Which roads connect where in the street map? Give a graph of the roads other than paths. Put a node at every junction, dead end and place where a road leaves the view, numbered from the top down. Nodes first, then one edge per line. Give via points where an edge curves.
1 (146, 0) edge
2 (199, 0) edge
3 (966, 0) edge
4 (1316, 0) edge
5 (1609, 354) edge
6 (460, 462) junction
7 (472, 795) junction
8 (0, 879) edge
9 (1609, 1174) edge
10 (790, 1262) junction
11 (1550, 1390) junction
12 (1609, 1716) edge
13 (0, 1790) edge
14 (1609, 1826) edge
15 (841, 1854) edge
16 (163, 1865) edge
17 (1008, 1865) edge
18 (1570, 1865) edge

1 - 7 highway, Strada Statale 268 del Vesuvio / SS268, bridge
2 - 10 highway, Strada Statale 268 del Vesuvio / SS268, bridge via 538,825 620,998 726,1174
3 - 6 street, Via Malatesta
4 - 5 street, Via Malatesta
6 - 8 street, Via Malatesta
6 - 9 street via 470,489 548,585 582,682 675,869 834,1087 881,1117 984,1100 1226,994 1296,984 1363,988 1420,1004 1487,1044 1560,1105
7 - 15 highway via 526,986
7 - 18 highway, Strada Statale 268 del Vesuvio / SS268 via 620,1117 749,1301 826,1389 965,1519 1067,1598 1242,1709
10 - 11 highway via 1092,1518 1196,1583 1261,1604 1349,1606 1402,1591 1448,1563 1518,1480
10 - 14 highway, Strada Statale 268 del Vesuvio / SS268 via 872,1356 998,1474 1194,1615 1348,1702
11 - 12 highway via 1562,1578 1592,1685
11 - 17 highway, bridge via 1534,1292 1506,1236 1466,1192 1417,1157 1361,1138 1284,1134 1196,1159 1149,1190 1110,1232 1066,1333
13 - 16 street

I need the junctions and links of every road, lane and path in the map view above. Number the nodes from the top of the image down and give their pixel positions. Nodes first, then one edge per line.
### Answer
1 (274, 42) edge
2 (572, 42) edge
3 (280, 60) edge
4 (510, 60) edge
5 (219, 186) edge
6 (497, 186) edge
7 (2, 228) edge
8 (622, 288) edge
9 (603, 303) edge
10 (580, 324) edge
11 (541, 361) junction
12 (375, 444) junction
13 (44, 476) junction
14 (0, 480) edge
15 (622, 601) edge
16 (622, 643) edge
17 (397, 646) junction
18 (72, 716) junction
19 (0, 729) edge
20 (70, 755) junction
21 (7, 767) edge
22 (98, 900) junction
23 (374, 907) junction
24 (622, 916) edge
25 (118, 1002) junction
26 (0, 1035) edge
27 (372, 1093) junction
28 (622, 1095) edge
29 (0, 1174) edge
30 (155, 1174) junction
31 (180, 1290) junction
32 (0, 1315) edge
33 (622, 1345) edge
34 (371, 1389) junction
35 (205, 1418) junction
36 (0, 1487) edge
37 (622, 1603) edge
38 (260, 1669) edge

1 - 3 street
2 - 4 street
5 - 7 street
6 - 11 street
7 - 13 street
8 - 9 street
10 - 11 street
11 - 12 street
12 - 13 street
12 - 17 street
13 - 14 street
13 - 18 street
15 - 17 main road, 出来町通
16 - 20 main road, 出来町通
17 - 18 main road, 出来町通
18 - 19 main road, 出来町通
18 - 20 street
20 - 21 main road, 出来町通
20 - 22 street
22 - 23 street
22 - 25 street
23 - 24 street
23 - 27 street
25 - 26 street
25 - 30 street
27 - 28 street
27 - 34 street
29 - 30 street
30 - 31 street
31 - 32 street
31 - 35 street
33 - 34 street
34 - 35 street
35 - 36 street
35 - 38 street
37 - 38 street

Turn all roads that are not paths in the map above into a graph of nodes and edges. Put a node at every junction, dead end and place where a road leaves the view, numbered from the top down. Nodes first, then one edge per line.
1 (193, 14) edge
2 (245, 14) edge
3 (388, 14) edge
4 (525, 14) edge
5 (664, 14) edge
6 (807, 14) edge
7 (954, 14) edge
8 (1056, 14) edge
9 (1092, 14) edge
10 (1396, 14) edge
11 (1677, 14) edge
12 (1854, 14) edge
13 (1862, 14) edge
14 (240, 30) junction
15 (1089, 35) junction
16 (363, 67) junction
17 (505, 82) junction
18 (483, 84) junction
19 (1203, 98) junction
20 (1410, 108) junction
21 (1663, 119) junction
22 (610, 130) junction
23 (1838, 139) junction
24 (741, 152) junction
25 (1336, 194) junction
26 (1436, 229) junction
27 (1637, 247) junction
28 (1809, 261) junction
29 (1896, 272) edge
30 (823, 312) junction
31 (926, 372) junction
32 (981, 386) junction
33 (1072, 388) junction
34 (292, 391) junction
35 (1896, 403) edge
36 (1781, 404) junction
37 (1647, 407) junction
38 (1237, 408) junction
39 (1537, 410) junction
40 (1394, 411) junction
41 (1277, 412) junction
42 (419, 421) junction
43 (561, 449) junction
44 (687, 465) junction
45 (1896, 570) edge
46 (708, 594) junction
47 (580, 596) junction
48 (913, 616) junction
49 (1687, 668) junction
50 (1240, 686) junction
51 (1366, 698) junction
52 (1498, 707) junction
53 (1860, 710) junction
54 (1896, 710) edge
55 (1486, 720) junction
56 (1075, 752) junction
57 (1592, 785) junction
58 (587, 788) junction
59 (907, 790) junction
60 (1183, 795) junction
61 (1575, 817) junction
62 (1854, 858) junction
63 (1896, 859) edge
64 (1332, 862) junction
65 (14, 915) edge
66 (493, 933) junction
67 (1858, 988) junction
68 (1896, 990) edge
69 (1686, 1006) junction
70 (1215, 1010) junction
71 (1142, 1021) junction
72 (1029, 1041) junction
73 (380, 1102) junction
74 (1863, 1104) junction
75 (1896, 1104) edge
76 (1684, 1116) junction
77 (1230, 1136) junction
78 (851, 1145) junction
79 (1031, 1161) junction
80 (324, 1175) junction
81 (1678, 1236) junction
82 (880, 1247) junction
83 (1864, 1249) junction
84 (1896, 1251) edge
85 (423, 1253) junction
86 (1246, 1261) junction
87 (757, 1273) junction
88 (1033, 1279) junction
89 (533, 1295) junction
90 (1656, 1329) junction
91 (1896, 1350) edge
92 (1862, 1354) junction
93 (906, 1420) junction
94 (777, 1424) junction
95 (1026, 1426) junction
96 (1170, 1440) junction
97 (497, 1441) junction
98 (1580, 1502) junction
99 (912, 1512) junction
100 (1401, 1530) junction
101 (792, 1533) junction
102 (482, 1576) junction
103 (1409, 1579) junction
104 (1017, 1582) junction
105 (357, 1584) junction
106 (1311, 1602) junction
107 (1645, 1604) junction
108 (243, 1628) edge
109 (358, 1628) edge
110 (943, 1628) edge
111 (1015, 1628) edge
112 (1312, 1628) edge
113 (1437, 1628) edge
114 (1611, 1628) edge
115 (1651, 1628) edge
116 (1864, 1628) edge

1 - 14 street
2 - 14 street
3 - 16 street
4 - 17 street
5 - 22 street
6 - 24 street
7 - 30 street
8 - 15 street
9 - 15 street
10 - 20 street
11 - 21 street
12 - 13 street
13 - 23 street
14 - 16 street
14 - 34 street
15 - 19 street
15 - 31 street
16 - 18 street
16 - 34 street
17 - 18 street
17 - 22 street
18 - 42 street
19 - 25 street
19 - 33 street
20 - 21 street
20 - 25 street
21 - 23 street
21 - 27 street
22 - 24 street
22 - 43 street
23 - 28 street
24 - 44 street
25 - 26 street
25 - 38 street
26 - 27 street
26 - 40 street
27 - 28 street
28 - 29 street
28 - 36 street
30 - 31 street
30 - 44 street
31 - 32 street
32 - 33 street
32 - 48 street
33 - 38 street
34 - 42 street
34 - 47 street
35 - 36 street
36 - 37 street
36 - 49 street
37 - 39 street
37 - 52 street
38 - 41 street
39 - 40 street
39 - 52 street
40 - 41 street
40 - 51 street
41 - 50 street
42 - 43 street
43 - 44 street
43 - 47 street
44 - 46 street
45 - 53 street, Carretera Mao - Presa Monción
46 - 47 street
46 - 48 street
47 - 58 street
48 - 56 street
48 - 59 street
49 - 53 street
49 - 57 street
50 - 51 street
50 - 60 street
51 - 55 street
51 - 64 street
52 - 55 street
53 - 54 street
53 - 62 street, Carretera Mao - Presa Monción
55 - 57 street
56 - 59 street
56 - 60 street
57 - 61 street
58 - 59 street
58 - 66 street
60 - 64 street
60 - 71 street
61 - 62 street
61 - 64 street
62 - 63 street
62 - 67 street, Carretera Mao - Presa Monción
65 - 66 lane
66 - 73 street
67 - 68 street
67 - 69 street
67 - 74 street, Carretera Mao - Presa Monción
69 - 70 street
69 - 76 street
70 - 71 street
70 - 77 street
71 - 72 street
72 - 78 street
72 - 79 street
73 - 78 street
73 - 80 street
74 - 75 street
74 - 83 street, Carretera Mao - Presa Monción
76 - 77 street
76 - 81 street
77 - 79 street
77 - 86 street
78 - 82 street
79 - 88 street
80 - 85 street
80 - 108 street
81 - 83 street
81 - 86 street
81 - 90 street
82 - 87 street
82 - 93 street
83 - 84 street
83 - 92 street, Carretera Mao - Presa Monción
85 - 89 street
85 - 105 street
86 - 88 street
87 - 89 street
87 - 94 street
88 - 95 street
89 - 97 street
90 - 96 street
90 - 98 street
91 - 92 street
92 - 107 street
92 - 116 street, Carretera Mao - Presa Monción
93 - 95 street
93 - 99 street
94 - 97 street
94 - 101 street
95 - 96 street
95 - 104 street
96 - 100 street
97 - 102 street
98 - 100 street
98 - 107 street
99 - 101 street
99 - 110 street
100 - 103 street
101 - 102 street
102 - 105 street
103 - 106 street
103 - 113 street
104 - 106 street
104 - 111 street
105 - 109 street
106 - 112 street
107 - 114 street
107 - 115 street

___

*What is expected:* Lines with "Malatesta" in them are what the answer must contain; copy each from the records above.

*Answer to this problem:*
3 - 6 street, Via Malatesta
4 - 5 street, Via Malatesta
6 - 8 street, Via Malatesta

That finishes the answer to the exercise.